* **Task**: Please copy every line from the records below that contains the string "nodes".
** Opening Listed records block **
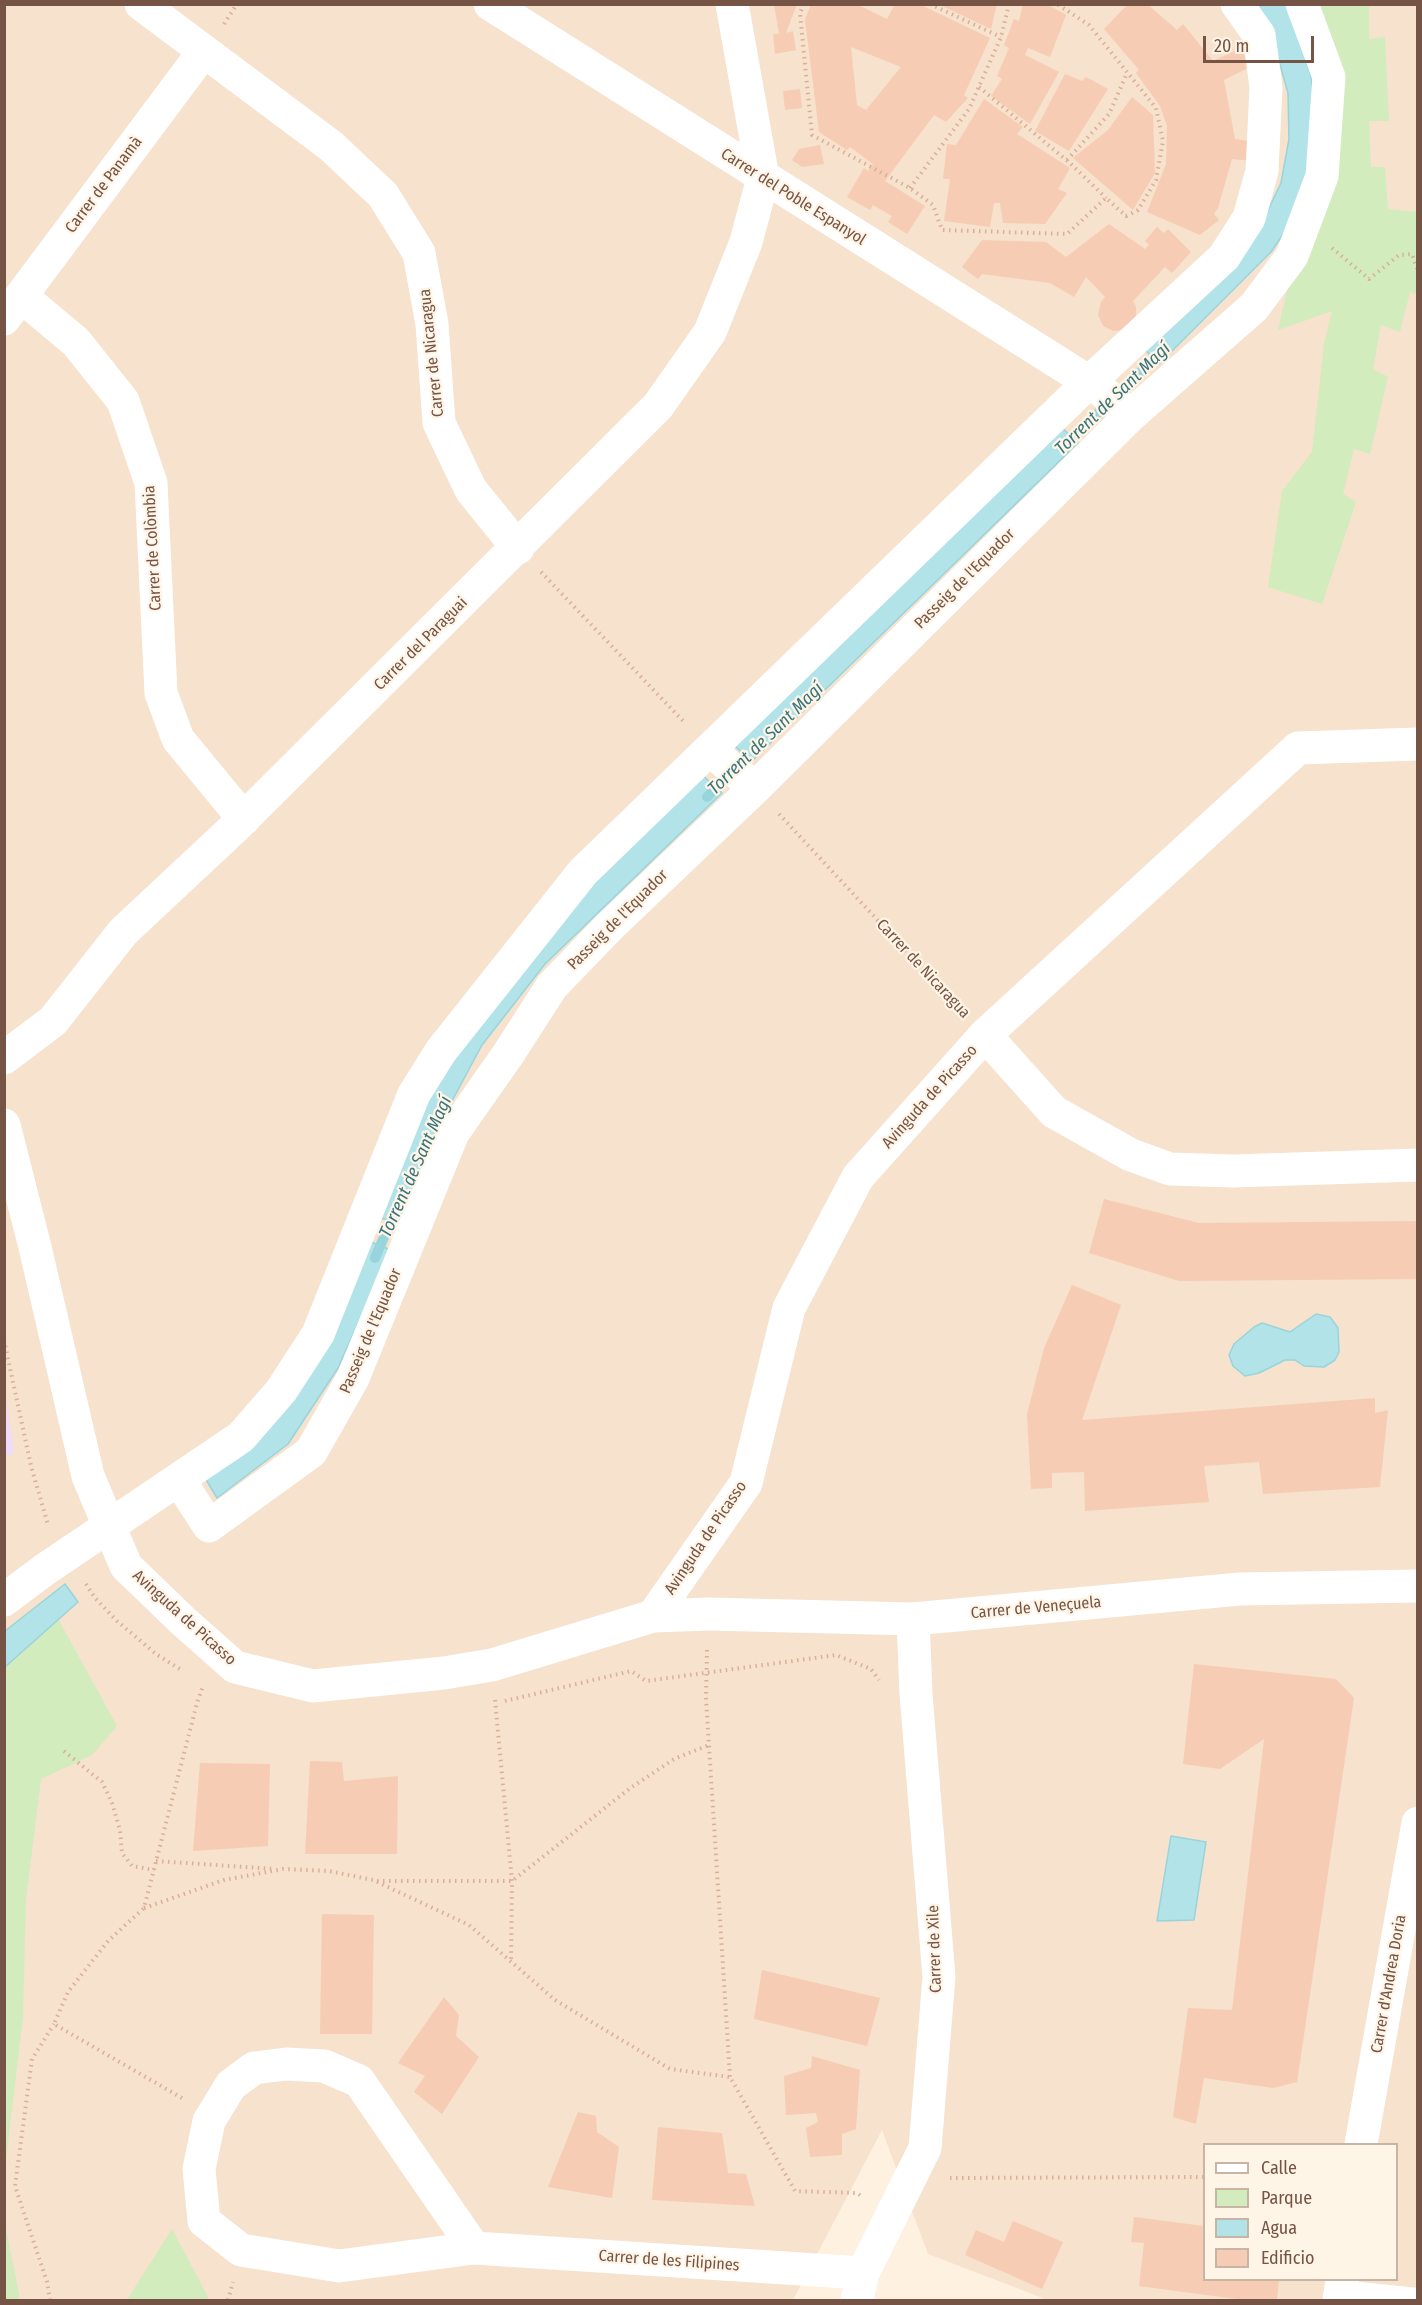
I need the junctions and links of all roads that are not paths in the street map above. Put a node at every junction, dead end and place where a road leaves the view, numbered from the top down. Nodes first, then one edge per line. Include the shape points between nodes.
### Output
1 (141, 4) edge
2 (490, 4) edge
3 (732, 4) edge
4 (1237, 4) edge
5 (1302, 4) edge
6 (204, 51) junction
7 (763, 178) junction
8 (13, 307) edge
9 (1093, 385) junction
10 (1128, 413) junction
11 (518, 548) junction
12 (1418, 744) edge
13 (732, 769) junction
14 (244, 819) junction
15 (985, 1035) junction
16 (4, 1058) edge
17 (4, 1125) edge
18 (1418, 1165) edge
19 (179, 1480) junction
20 (1418, 1586) edge
21 (4, 1600) edge
22 (653, 1616) junction
23 (913, 1619) junction
24 (1418, 1823) edge
25 (1361, 2143) edge
26 (474, 2248) junction
27 (860, 2287) edge
28 (1340, 2290) edge
29 (1418, 2300) edge

1 - 6 street
2 - 7 street, Carrer del Poble Espanyol
3 - 7 street
4 - 9 street, Passeig de l'Equador via 1259,35 1266,87 1262,171 1249,218 1224,257
5 - 10 street, Passeig de l'Equador via 1329,77 1322,176 1292,256 1254,307
6 - 8 street, Carrer de Panamà
6 - 11 street, Carrer de Nicaragua via 331,146 383,195 419,253 432,324 439,423 471,490
7 - 9 street, Carrer del Poble Espanyol
7 - 11 street, Carrer del Paraguai via 746,243 710,332 658,406
8 - 14 street, Carrer de Colòmbia via 76,342 123,401 151,483 161,693 178,739
9 - 10 street, Carrer del Poble Espanyol
9 - 13 street, Passeig de l'Equador
10 - 13 street, Passeig de l'Equador
11 - 14 street, Carrer del Paraguai
12 - 15 street, Avinguda de Picasso via 1298,748
13 - 19 street, Passeig de l'Equador via 583,872 441,1051 414,1094 318,1334 281,1391 241,1437
13 - 19 street, Passeig de l'Equador via 610,926 552,986 453,1133 353,1378 311,1452 209,1526
14 - 16 street, Carrer del Paraguai via 123,932 53,1022
15 - 18 street via 1054,1112 1131,1155 1170,1169 1233,1171
15 - 22 street, Avinguda de Picasso via 858,1177 789,1308 747,1483
17 - 22 street, Avinguda de Picasso via 88,1476 126,1566 235,1667 313,1686 444,1673 492,1665
19 - 21 street
20 - 23 street, Carrer de Veneçuela via 1240,1588
22 - 23 street, Carrer de Veneçuela
23 - 27 street, Carrer de Xile via 939,1977 925,2148
24 - 25 street, Carrer d'Andrea Doria
26 - 26 street, Carrer de les Filipines via 359,2081 324,2066 286,2064 254,2068 231,2085 209,2121 199,2169 204,2221 241,2250 339,2266
26 - 27 street, Carrer de les Filipines
28 - 29 lane

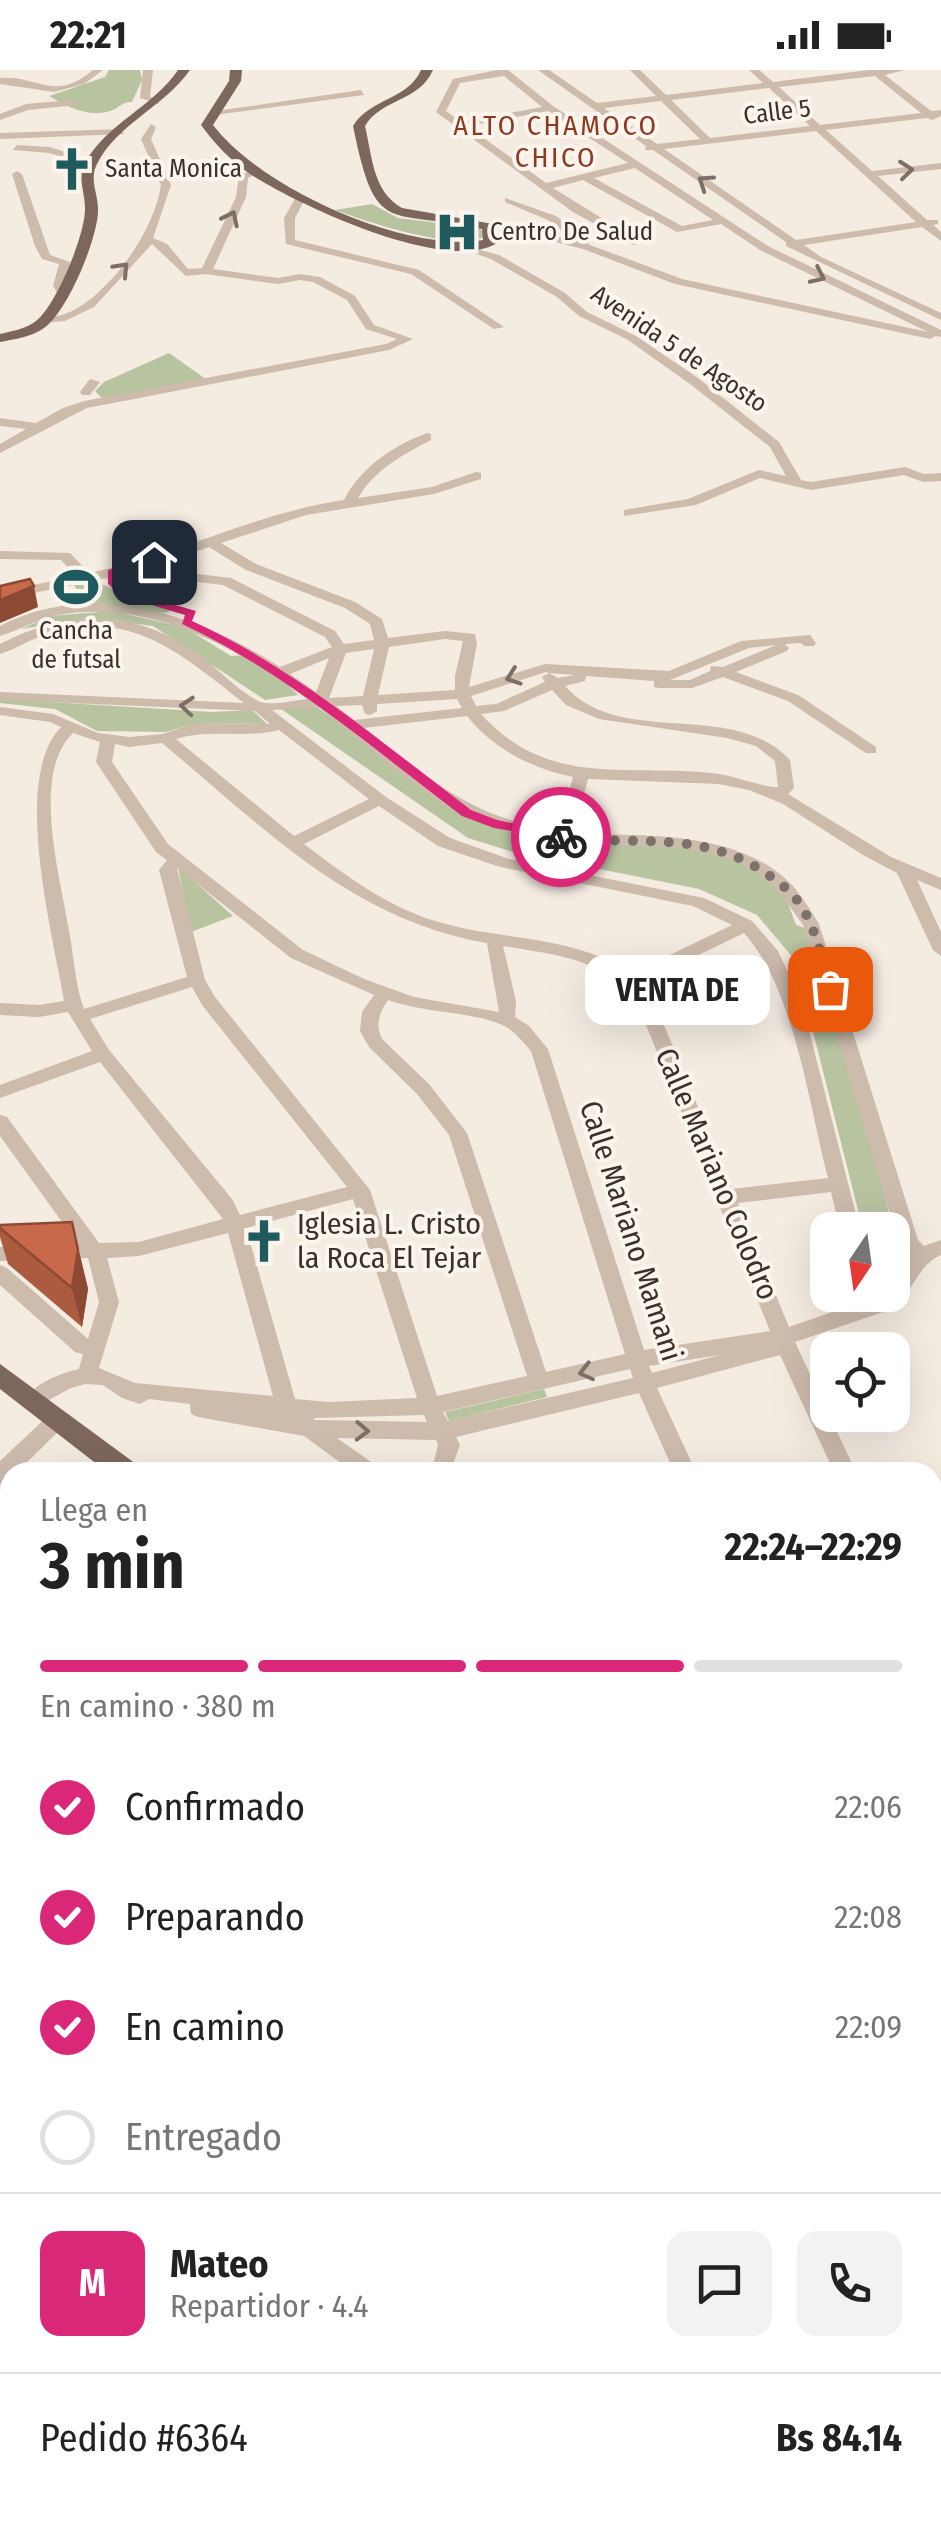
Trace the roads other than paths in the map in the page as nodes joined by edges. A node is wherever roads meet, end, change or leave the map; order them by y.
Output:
** Closing Listed records block **
* **Solution below**:
I need the junctions and links of all roads that are not paths in the street map above. Put a node at every junction, dead end and place where a road leaves the view, numbered from the top down. Nodes first, then one edge per line. Include the shape points between nodes.
Trace the roads other than paths in the map in the page as nodes joined by edges. A node is wherever roads meet, end, change or leave the map; order them by y.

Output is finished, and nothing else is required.